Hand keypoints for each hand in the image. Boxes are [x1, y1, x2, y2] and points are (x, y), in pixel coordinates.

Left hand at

--

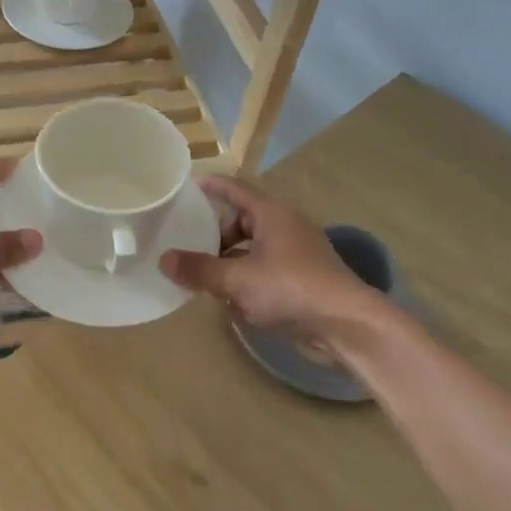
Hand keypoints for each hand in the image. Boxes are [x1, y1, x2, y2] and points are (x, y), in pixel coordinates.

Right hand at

* * *

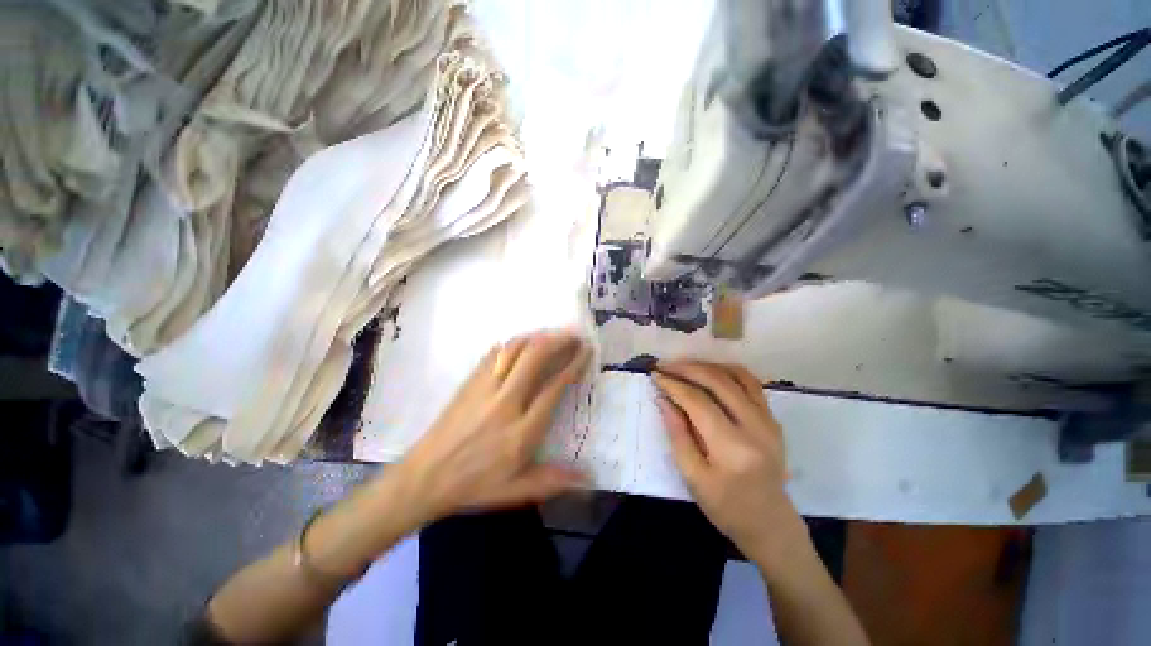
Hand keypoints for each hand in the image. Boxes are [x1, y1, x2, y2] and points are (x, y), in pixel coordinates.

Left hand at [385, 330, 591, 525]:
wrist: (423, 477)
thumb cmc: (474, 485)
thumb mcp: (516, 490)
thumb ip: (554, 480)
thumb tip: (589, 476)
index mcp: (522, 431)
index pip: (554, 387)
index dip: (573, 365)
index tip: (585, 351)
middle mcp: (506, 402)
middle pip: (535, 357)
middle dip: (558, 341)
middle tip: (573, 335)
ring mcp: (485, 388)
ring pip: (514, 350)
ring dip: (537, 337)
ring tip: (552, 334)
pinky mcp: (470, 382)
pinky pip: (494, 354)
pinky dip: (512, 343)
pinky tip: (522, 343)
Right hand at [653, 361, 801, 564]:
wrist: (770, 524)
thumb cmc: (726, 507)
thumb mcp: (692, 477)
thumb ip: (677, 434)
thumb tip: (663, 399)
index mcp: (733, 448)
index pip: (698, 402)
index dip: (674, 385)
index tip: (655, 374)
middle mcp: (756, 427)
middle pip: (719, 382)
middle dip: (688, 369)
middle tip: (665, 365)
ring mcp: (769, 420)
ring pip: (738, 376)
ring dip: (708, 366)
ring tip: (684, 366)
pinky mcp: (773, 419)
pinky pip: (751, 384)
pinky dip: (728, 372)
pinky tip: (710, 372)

▶ Your goal
How many lines in the entries above include the string "index"? Give only the number.

▶ Exercise response
8